▸ THE TASK: What lines in the data hold the string "querySelector"? Show them.

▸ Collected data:
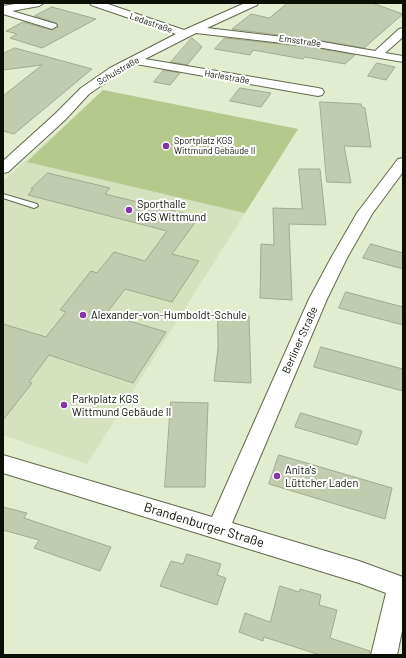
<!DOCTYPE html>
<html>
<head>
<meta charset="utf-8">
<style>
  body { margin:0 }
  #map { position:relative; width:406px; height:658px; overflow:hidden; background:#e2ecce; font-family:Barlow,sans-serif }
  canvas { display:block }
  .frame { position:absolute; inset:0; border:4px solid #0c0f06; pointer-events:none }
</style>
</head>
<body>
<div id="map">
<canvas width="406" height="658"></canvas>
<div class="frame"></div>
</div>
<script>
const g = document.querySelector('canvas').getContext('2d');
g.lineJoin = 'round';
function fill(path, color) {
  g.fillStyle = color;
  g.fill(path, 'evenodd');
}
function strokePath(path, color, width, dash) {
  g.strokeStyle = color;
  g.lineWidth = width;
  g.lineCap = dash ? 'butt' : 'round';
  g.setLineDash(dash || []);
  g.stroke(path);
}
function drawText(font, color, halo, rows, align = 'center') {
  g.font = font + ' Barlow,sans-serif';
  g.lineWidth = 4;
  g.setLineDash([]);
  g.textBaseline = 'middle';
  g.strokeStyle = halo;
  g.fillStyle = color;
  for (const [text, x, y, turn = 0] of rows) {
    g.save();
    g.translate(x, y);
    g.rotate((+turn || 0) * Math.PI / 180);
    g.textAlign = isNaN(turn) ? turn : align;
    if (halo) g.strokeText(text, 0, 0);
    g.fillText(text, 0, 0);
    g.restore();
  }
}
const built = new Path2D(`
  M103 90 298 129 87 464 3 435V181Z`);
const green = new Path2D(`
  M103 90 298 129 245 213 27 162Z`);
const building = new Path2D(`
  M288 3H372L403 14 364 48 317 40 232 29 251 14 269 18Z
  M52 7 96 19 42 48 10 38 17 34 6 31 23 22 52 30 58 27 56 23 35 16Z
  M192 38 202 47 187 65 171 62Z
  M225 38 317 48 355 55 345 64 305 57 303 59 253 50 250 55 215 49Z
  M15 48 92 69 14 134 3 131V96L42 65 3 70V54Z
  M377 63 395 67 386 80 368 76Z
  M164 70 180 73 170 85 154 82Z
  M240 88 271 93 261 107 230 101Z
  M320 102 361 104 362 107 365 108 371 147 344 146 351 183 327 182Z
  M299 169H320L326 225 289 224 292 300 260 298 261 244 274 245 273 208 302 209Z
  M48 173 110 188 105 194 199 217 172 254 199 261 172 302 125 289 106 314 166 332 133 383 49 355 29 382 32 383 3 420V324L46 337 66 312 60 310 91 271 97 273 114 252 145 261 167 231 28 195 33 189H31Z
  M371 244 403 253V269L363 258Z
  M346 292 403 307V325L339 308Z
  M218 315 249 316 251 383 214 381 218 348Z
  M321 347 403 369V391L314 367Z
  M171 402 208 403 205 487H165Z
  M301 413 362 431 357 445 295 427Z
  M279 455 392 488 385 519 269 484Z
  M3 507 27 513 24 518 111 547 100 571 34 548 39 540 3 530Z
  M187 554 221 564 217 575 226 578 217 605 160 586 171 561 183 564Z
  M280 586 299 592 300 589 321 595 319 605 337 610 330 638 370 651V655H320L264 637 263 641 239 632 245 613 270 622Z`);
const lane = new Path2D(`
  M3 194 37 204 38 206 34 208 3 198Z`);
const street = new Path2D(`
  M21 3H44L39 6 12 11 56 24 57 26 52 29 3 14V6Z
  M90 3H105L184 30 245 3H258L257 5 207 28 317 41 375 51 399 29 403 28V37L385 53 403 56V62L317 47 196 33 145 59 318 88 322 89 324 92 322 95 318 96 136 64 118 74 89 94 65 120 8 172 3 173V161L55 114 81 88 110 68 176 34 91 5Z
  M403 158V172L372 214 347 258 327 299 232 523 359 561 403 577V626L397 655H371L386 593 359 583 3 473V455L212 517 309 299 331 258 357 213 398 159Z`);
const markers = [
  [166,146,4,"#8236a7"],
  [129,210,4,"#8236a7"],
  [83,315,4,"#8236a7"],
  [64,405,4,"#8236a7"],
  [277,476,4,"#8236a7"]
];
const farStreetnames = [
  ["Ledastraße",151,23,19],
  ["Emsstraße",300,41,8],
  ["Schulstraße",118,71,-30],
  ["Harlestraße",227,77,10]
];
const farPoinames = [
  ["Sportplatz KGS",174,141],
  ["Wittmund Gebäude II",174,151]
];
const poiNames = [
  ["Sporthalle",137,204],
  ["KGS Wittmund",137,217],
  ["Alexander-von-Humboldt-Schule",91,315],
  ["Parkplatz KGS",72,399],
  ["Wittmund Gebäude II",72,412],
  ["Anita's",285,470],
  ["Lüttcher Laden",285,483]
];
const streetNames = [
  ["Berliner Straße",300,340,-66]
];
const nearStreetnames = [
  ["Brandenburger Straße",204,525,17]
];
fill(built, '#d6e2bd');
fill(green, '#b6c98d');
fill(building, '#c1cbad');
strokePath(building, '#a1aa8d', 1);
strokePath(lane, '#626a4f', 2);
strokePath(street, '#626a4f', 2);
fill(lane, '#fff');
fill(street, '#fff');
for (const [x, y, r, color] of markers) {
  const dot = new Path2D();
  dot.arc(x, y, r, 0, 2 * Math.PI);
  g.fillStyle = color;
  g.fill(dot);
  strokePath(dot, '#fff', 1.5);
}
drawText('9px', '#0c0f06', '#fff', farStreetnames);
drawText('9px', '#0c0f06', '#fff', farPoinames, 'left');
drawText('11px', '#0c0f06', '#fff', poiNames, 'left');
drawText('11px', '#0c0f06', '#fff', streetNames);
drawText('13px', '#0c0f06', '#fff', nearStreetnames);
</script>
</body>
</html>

---

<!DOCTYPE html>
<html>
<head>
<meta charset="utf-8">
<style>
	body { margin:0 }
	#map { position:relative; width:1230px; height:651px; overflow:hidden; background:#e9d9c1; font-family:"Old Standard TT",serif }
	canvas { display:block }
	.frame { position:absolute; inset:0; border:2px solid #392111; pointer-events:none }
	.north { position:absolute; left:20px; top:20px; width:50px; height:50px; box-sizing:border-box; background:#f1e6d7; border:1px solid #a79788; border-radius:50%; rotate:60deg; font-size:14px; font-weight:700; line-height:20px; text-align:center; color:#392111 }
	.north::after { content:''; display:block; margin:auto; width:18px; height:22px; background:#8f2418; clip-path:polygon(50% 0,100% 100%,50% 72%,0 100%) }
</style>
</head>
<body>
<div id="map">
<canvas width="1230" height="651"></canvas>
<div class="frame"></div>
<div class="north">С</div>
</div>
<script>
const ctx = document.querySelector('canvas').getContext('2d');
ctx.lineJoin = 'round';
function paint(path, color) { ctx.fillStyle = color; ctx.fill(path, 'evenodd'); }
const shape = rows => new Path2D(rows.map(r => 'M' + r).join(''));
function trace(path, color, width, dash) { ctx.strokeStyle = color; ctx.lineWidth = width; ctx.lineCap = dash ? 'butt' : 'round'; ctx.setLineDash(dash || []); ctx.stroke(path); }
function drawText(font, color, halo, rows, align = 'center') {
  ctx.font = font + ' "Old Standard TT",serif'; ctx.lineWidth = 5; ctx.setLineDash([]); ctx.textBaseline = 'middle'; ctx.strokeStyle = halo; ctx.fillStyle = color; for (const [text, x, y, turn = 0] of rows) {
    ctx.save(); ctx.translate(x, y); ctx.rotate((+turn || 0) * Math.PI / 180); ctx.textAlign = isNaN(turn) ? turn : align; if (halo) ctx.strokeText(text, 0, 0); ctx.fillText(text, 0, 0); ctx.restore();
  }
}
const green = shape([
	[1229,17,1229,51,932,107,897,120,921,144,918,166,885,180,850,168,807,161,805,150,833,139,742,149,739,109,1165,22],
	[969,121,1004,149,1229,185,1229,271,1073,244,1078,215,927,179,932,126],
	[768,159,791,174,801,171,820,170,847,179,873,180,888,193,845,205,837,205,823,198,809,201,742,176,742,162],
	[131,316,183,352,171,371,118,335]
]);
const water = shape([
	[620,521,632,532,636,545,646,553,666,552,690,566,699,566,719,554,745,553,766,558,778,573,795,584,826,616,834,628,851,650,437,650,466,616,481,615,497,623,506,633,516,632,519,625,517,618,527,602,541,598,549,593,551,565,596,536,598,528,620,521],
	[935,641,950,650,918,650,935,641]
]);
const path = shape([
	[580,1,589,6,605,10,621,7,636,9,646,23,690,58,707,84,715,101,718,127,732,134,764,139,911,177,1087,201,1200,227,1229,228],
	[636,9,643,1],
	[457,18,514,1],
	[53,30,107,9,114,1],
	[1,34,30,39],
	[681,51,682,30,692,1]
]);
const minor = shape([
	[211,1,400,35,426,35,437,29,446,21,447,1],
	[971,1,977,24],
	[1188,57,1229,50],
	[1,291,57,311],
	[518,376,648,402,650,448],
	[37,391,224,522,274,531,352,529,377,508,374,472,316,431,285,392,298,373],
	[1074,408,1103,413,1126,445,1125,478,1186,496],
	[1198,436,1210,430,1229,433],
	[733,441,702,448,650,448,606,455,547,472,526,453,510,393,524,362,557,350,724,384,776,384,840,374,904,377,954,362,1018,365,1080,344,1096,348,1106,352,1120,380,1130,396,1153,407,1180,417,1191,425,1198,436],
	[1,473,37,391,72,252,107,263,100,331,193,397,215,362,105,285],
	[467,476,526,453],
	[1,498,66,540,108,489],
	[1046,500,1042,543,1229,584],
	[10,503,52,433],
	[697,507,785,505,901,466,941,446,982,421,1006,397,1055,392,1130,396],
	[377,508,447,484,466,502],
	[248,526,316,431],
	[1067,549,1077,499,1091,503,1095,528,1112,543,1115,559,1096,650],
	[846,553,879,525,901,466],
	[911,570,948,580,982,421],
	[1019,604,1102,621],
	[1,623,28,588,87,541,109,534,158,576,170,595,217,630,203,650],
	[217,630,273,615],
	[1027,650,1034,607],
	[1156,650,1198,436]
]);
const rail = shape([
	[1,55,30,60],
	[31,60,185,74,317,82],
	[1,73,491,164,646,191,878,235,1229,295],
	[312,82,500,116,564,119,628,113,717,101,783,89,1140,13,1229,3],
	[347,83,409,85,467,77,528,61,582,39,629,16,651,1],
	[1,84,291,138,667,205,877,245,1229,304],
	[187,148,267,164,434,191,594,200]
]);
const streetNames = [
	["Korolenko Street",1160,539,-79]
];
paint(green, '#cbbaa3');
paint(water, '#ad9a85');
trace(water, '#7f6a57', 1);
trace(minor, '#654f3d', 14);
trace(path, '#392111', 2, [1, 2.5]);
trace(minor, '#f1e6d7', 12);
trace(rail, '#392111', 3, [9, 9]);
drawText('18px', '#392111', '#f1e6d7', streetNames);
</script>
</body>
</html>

--

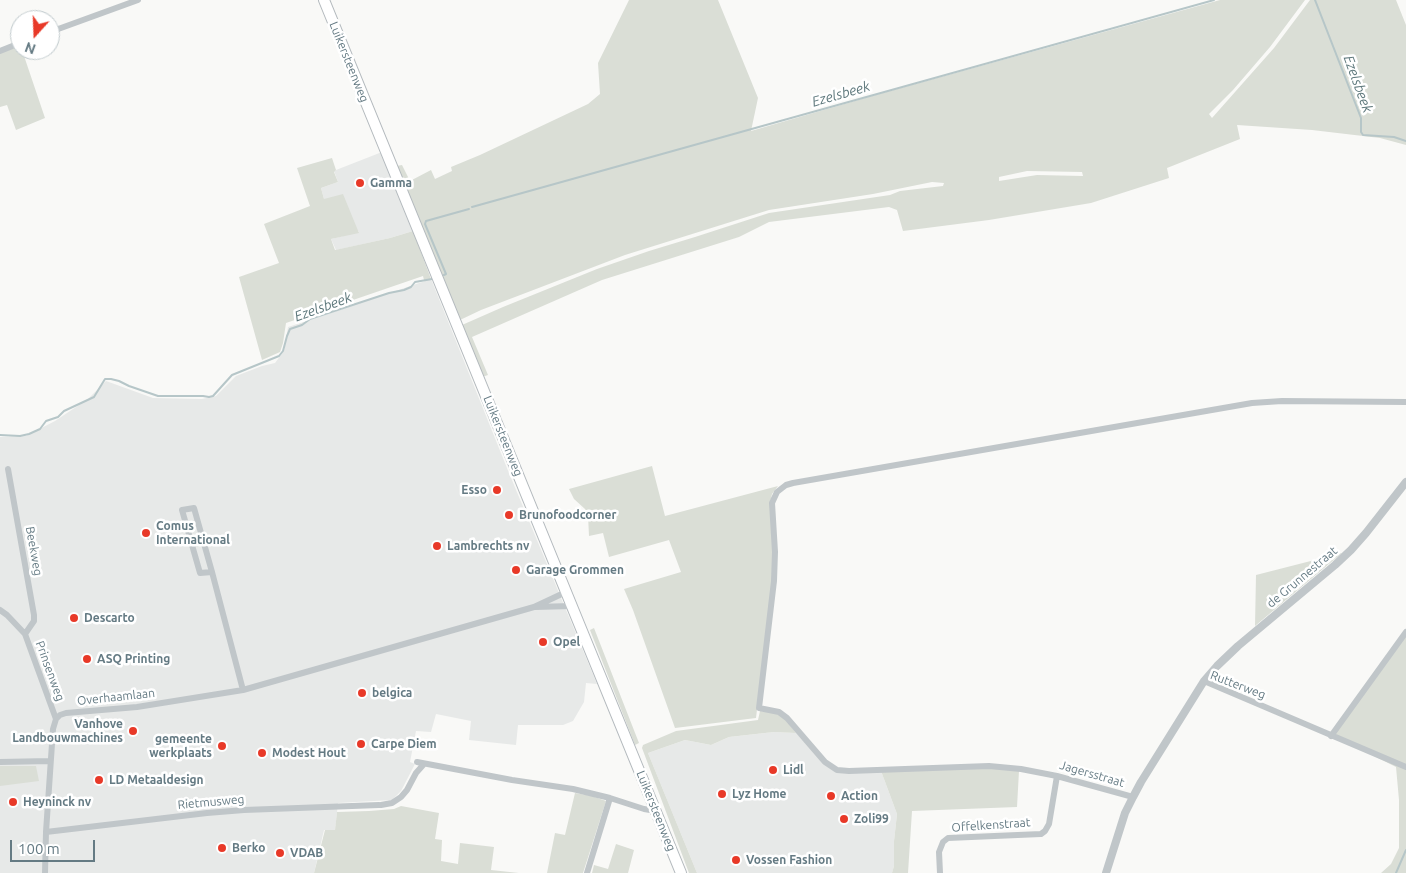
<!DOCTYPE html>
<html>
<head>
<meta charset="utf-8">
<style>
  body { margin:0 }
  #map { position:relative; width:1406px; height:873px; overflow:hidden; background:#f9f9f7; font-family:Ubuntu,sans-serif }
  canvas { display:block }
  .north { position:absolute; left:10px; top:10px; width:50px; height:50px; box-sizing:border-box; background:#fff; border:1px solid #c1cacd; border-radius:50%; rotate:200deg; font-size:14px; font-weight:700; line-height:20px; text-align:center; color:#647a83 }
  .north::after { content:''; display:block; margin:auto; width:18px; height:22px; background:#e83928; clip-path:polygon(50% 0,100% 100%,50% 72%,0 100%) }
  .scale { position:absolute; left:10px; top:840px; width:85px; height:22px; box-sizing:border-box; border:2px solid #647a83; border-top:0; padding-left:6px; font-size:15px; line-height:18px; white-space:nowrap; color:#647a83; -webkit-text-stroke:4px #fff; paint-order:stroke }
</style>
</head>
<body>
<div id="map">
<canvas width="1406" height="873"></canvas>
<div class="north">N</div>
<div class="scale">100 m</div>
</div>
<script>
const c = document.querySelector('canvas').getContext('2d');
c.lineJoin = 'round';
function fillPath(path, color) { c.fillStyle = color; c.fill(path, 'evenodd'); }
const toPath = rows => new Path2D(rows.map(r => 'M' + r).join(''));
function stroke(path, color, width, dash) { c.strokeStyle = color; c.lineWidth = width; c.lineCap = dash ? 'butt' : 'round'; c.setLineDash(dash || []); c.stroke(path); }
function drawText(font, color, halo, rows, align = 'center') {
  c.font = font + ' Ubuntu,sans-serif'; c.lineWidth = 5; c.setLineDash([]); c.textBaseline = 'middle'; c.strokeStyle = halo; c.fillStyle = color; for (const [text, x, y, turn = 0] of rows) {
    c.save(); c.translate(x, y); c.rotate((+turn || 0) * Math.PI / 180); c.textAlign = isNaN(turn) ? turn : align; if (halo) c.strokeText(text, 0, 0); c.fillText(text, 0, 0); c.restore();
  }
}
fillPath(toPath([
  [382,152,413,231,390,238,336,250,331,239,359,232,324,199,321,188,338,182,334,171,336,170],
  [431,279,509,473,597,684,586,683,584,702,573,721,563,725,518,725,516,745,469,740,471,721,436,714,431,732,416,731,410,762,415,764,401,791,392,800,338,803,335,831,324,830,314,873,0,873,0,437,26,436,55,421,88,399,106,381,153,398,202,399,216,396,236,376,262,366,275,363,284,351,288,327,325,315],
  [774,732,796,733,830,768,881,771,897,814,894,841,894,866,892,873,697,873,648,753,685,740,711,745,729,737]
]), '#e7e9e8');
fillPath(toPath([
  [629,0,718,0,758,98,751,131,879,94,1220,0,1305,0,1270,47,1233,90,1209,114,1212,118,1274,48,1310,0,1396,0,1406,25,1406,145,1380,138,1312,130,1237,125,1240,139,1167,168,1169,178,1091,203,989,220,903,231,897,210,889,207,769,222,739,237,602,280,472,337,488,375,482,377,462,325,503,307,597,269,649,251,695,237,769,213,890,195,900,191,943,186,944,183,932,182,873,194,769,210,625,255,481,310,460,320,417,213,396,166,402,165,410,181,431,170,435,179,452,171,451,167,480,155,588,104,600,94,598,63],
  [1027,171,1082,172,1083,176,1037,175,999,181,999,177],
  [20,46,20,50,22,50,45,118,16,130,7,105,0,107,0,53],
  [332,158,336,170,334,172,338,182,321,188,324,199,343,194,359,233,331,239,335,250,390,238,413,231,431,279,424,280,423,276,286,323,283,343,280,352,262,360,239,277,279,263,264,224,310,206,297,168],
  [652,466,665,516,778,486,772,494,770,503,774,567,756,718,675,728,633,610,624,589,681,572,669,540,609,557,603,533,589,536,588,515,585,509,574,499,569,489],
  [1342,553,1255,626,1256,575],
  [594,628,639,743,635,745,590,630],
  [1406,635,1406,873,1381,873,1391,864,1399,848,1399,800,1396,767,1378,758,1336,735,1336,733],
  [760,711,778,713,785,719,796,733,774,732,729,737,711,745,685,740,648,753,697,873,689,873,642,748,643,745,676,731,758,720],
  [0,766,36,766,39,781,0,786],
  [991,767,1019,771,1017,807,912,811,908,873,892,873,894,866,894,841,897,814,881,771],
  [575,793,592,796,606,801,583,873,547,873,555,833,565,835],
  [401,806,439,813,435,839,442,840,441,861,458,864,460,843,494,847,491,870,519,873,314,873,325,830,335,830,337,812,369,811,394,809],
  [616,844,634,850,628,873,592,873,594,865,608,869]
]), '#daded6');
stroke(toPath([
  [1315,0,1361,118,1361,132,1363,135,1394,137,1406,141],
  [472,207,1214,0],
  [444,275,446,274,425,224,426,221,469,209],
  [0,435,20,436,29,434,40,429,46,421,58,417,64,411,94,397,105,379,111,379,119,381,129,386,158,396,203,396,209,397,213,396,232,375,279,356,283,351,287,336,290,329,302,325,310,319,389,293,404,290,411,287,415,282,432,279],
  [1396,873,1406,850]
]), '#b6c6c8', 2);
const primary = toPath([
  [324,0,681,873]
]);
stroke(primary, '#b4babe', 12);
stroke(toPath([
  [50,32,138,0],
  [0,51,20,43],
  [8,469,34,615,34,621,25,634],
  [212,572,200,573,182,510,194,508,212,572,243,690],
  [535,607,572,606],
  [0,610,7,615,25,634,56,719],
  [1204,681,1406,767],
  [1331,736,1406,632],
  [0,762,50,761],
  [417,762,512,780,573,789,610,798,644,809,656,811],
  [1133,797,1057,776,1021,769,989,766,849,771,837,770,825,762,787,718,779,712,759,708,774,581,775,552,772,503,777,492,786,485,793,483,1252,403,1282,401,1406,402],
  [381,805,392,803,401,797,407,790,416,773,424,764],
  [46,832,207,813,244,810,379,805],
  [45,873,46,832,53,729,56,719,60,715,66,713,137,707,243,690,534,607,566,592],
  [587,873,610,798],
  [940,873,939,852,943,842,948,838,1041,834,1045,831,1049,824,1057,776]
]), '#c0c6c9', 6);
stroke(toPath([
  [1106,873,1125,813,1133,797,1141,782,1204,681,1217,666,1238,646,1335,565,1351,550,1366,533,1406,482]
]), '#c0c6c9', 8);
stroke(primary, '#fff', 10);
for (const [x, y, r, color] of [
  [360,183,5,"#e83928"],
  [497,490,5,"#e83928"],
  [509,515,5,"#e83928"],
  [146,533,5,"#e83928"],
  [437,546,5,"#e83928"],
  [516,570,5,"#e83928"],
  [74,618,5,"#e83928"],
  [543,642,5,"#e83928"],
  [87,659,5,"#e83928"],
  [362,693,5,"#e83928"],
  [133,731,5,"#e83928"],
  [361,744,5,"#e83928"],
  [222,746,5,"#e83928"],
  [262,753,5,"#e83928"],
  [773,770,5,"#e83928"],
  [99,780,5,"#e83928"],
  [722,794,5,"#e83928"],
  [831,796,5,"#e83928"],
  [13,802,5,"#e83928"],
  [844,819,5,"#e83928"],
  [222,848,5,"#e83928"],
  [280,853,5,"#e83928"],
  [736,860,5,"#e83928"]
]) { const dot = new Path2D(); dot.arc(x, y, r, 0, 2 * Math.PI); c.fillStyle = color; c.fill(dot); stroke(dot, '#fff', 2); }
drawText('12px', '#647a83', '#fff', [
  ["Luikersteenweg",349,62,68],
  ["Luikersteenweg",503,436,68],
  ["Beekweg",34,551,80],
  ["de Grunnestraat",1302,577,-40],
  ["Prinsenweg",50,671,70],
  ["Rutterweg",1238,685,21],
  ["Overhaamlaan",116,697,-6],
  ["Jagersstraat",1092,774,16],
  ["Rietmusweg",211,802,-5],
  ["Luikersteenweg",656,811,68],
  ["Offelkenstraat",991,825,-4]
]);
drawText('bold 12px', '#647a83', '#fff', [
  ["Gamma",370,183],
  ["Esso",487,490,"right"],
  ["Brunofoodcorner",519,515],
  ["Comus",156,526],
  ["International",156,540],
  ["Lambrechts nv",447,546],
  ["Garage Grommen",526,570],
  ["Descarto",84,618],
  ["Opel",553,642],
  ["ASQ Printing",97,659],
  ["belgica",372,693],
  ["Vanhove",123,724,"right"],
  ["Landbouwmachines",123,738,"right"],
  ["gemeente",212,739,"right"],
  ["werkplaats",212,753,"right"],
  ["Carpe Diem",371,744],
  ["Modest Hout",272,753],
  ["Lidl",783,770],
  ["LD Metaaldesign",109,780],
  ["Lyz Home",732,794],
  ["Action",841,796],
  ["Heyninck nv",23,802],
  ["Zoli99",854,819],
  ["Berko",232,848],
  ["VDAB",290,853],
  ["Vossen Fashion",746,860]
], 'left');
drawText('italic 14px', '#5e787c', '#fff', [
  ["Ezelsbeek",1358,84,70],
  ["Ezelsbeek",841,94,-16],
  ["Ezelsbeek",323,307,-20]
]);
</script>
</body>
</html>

▸ RESPONSE AREA:
const g = document.querySelector('canvas').getContext('2d');
const ctx = document.querySelector('canvas').getContext('2d');
const c = document.querySelector('canvas').getContext('2d');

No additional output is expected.